§ **How to complete this task**: Collect each line of the entries that holds the string "Canada".

§ **Saved entries**:
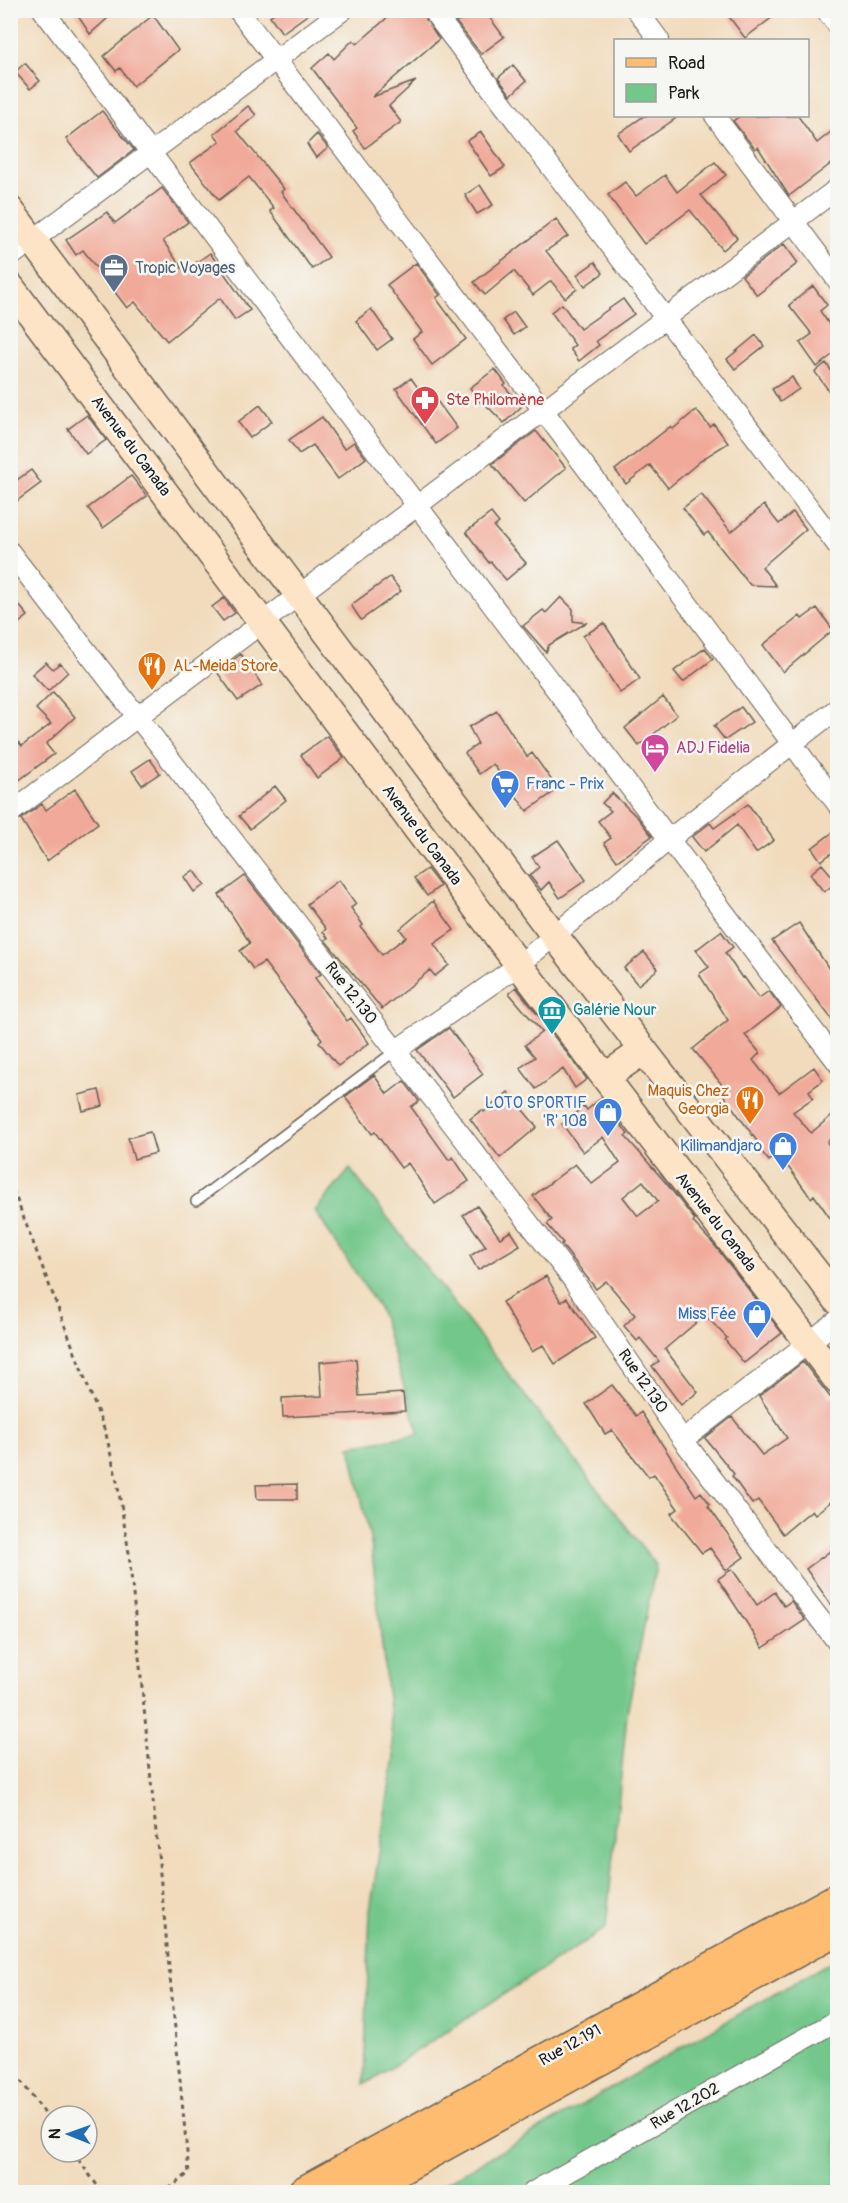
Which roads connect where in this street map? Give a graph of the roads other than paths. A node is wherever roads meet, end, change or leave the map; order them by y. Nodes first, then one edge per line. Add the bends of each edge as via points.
1 (43, 10) edge
2 (238, 10) edge
3 (344, 10) edge
4 (432, 10) edge
5 (637, 10) edge
6 (826, 10) edge
7 (837, 26) edge
8 (658, 39) edge
9 (276, 60) junction
10 (716, 117) edge
11 (150, 153) junction
12 (837, 188) edge
13 (10, 210) edge
14 (794, 221) junction
15 (33, 240) junction
16 (10, 257) edge
17 (837, 281) edge
18 (10, 286) edge
19 (665, 318) junction
20 (543, 410) junction
21 (417, 506) junction
22 (837, 546) edge
23 (10, 552) edge
24 (299, 594) junction
25 (263, 622) junction
26 (837, 708) edge
27 (136, 717) junction
28 (791, 745) junction
29 (837, 805) edge
30 (13, 806) edge
31 (668, 841) junction
32 (554, 935) junction
33 (519, 965) junction
34 (396, 1051) junction
35 (643, 1051) junction
36 (837, 1063) edge
37 (605, 1077) junction
38 (196, 1201) dead end
39 (837, 1300) edge
40 (837, 1320) edge
41 (809, 1343) junction
42 (837, 1381) edge
43 (683, 1440) junction
44 (837, 1643) edge
45 (837, 1898) edge
46 (837, 1929) edge
47 (837, 2020) edge
48 (303, 2193) edge
49 (358, 2193) edge
50 (533, 2193) edge

1 - 11 street
2 - 9 street
3 - 9 street
4 - 19 street
5 - 8 street
6 - 7 street
9 - 11 street
9 - 20 street
10 - 14 street
11 - 15 street
11 - 21 street
12 - 14 street
13 - 15 main road
14 - 17 street
14 - 19 street
15 - 16 street
15 - 24 main road
18 - 25 main road, Avenue du Canada
19 - 20 street
19 - 22 street
20 - 21 street
20 - 28 street
21 - 24 street
21 - 31 street
23 - 27 street, Rue 12.130
24 - 25 street
24 - 32 main road
25 - 27 street
25 - 33 main road, Avenue du Canada
26 - 28 street
27 - 30 street
27 - 34 street, Rue 12.130
28 - 29 street
28 - 31 street
31 - 32 street
31 - 36 street
32 - 33 street
32 - 35 main road
33 - 34 street
33 - 37 main road, Avenue du Canada
34 - 38 lane
34 - 43 street, Rue 12.130 via 573,1280
35 - 37 main road
35 - 39 main road
37 - 41 main road, Avenue du Canada
40 - 41 street
41 - 42 main road, Avenue du Canada
41 - 43 street
43 - 44 street, Rue 12.130
45 - 48 main road, Rue 12.191
46 - 49 main road, Rue 12.191
47 - 50 street, Rue 12.202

§ **Exercise solution**:
18 - 25 main road, Avenue du Canada
25 - 33 main road, Avenue du Canada
33 - 37 main road, Avenue du Canada
37 - 41 main road, Avenue du Canada
41 - 42 main road, Avenue du Canada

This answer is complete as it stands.